In Roddenberry's case, we must countenance his progressive concept of "Technology Unchained," the notion of technology becoming both beautiful (rather than clunky and mechanical...) and benign.

Man's machines, Roddenberry believed, would come to serve all the needs of the species, thus freeing humanity from the age-old dilemmas of poverty, dwindling resources, racial prejudice, hunger, territorial gain and war. This was an optimistic vision of man and machine in harmony, one given even fuller voice almost a decade later in Star Trek: The Next Generation (1987 - 1994).
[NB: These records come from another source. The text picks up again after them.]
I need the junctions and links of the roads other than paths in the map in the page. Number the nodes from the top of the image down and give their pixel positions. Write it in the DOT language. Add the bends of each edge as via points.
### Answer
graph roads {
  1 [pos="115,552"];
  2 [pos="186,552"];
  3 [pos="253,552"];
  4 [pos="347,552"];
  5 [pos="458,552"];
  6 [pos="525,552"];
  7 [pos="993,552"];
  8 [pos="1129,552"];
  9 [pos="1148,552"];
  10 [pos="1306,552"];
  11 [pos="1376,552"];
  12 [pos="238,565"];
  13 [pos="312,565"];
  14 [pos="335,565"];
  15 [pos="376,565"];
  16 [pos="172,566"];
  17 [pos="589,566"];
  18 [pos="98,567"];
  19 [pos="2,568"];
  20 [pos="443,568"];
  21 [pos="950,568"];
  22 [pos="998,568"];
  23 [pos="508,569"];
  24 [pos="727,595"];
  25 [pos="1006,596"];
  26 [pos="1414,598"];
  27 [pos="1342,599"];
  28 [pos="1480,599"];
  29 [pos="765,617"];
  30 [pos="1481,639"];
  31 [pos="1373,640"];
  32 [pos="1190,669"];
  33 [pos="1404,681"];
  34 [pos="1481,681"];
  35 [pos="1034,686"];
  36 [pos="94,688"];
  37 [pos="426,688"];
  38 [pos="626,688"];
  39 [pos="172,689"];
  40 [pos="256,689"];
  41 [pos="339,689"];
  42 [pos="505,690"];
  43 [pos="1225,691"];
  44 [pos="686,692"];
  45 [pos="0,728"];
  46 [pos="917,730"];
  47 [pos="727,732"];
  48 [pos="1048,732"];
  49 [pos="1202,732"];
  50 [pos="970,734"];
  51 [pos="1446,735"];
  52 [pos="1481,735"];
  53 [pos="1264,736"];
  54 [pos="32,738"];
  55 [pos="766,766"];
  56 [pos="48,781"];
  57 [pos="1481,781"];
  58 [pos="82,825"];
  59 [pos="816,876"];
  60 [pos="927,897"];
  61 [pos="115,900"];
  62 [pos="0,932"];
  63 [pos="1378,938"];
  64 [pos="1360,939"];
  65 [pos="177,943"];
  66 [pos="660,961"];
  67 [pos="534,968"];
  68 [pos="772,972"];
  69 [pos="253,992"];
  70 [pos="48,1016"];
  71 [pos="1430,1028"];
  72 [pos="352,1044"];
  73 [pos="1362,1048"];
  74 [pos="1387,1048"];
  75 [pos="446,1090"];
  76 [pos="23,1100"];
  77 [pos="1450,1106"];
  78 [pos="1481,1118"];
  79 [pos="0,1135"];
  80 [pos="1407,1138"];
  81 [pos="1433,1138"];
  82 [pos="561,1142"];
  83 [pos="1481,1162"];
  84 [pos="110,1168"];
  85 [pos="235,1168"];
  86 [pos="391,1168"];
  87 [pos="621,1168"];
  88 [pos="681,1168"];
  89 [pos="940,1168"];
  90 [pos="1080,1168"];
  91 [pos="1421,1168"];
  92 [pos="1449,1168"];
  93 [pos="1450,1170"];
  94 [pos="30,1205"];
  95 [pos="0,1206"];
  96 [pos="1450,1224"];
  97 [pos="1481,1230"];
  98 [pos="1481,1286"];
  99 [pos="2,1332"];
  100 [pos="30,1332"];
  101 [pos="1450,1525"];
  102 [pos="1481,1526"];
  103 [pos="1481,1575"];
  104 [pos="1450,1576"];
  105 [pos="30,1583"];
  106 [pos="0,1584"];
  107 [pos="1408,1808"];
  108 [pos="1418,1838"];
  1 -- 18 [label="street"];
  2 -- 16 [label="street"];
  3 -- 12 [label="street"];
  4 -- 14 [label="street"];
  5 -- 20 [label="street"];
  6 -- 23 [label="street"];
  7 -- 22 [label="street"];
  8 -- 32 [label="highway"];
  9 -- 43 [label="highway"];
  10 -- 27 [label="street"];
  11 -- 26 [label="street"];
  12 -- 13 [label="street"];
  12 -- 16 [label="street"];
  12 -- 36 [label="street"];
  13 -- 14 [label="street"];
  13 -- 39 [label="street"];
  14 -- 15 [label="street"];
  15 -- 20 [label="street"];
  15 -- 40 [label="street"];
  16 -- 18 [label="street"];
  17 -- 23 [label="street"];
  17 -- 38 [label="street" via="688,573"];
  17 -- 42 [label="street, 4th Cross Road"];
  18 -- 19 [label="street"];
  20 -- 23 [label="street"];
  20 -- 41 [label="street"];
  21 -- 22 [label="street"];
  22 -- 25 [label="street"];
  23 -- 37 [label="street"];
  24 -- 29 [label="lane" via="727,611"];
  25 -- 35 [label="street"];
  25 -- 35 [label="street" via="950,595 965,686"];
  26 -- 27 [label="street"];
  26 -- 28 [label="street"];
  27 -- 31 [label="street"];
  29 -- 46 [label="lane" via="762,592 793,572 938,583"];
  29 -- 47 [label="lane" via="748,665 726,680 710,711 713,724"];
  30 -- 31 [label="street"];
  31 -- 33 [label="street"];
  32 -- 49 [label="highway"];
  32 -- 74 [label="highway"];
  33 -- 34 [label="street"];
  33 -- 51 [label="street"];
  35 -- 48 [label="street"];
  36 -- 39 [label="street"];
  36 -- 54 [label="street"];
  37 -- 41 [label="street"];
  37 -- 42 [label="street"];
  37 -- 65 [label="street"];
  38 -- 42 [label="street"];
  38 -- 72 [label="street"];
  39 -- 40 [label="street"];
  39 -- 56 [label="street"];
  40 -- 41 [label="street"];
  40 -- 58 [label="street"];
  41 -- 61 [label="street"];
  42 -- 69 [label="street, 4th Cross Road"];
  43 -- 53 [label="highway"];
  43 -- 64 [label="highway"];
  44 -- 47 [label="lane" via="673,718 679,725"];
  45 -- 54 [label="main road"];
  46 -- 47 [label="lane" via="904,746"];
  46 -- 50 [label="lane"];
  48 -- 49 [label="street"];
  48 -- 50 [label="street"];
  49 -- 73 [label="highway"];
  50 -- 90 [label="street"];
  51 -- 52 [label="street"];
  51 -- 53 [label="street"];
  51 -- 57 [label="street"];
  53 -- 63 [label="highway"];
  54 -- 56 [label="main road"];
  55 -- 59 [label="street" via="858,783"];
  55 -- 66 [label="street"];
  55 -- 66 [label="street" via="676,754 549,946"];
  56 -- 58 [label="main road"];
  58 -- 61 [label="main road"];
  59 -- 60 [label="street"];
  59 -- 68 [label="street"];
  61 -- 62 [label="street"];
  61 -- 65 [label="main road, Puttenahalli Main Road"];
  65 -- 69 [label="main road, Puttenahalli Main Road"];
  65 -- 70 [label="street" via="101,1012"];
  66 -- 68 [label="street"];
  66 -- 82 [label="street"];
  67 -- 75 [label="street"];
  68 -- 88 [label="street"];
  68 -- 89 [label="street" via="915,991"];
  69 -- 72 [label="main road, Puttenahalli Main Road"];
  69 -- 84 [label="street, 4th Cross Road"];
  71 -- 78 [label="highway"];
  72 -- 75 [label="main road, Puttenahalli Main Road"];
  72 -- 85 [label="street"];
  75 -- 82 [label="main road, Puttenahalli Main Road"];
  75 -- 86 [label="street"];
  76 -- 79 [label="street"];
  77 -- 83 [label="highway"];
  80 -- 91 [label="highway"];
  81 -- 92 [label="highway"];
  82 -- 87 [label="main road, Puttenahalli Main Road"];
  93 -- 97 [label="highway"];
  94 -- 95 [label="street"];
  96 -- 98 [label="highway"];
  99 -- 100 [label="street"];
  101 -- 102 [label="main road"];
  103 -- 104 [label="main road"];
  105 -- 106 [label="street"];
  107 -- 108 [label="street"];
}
By contrast, Robert Wise directed the technological thriller, The Andromeda Strain (1971), based on the best-selling Michael Crichton (1942-2008) novel about an alien organism (or germ...) threatening all human life on Earth. Wi
se once stated that The Andromeda Strain concerned "the first crisis of the space age," a descriptor which permits us to see Star Trek: The Motion Picture as a further meditation on a similar theme, only representing a (much) later planetary crisis, only in the 23rd century.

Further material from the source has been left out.